How many eggs are in the pot
A dozen cold eggs will drop the water temperature far more than two will. For a big batch, let the water return to a gentle simmer before you trust the timer, or simply add about 30 seconds. Always use a pot big enough for the eggs to sit in a single layer.
The ice bath: the step most people skip
This is the single biggest upgrade to your eggs, and it costs nothing. The moment the timer sounds, plunge the eggs into a bowl of cold water with ice.
It does two things. First, it stops the cooking immediately — eggs hold a lot of heat and keep cooking in their own shell on the counter, which is how a perfect 10-minute egg turns into an overcooked one by the time you peel it. Second, the rapid cooling contracts the egg slightly inside the shell, which makes peeling dramatically easier. Leave them in the ice bath for at least five minutes. Need a hand keeping track? A quick 5-minute timer is perfect for the chill.
How to peel a boiled egg cleanly
Even with a good method, some eggs fight back. A few things genuinely help:
- Use slightly older eggs. Very fresh eggs are notoriously hard to peel; eggs that are a week or two old peel far more cleanly.
- Crack and roll. Tap the egg all over and roll it gently under your palm to craze the shell into small pieces.
- Peel under running water. A thin stream gets under the membrane and floats the shell off.
- Start at the fat end. There is a small air pocket there that gives you a flap to grab.
Why does my yolk have a grey-green ring?
That ring is the classic sign of an overcooked egg. When an egg cooks too long or too hot, sulphur in the white reacts with iron in the yolk to form iron sulphide at the boundary — harmless, but a little chalky and faintly sulphurous. You avoid it the same two ways every time: do not over-boil (stick to the chart), and use the ice bath to halt carry-over cooking the instant the timer goes off. A 10-minute egg that is iced immediately stays golden; the same egg left to cool on the counter often greys.
Frequently asked questions
Should I start the timer before or after the eggs go in?
After — start it the moment the last egg is in the simmering water. The chart is built around that exact start point, which is why a precise tool like the ClockAura egg timer matters more here than a rough guess.
Does the egg timer keep running if I switch tabs or lock my phone?

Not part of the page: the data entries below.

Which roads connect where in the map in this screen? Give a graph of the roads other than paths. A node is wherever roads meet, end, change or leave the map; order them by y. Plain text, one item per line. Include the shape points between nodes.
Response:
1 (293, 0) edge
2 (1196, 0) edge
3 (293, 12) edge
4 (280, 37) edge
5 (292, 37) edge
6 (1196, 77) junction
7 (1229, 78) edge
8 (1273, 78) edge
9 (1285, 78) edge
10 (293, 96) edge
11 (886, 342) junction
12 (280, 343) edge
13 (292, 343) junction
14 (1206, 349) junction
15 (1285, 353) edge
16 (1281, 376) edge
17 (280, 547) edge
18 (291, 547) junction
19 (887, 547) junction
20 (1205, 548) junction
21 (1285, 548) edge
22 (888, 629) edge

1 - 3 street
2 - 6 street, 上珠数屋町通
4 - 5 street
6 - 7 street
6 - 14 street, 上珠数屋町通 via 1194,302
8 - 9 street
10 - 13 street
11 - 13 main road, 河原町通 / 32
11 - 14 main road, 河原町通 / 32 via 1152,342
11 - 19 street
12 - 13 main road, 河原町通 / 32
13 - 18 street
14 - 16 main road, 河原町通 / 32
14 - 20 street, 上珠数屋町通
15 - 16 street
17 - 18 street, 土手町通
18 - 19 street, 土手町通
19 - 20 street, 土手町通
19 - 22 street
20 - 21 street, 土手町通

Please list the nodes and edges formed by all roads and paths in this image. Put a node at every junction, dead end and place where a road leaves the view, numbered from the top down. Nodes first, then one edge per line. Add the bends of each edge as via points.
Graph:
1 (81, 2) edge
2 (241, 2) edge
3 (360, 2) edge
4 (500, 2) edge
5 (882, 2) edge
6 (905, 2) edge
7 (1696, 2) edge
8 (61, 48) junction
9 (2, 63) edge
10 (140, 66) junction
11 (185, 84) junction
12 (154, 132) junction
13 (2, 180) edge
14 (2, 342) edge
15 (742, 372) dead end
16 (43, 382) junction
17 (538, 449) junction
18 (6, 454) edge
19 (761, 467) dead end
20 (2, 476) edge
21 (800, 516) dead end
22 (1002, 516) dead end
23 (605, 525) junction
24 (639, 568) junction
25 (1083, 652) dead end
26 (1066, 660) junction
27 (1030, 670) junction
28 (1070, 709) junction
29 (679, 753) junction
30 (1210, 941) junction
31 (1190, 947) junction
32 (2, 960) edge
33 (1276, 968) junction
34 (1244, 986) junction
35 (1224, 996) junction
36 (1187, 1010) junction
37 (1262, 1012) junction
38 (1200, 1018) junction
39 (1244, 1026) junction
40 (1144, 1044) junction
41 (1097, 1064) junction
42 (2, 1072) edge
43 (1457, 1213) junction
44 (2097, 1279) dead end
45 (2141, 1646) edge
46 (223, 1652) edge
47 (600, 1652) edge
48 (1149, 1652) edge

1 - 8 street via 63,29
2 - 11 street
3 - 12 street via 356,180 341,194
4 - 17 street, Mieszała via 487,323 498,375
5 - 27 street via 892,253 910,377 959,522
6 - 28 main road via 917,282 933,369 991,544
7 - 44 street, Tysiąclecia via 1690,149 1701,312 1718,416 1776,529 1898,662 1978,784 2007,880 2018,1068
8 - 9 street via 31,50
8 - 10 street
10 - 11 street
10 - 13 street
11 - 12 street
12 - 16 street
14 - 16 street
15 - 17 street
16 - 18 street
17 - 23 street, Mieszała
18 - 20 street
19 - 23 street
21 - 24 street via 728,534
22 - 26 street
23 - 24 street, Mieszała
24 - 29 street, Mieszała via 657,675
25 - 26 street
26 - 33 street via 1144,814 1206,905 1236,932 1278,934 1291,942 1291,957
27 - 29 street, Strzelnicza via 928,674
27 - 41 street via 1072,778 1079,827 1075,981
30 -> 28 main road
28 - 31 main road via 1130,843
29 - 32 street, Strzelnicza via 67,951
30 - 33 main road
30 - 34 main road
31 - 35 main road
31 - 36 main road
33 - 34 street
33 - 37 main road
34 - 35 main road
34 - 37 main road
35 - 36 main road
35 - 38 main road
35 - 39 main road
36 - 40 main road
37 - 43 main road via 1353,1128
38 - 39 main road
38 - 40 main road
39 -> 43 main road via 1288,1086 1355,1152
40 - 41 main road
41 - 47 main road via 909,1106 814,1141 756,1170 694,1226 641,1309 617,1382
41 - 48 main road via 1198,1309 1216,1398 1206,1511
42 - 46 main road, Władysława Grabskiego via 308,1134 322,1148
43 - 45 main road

Yes. ClockAura's timer is time-based, not tick-based, so it stays accurate even when the browser tab is in the background or your screen sleeps, and it sounds an alarm when the time is up. You do not need to keep the tab in front of you while you set the table.
How long do boiled eggs last?
Hard-boiled eggs keep for about a week in the fridge, and they last longest if you leave them unpeeled until you are ready to eat them. Once peeled, eat them within a day or two.
Can I boil a cracked egg?
You can rescue an egg that cracks in the pot by adding a splash of white vinegar to the water — it helps the leaking white set quickly instead of streaming everywhere. It is not pretty, but it works in a pinch.
What if I cook eggs all the time?
Save your go-to times as a set. Our cooking preset collection keeps your favourite durations one tap away, and round numbers like the 10-minute timer are handy for batch-boiling.
Boil it perfectly, every time
A great boiled egg is not luck — it is a temperature and a number of minutes. Pick your doneness from the chart, start your eggs in boiling water, set the egg timer to match, and finish with an ice bath. Do that and you will never again poke a hopeful spoon into a mystery egg. Bookmark this page, keep the timer handy, and the next perfect egg is exactly six (or ten) minutes away.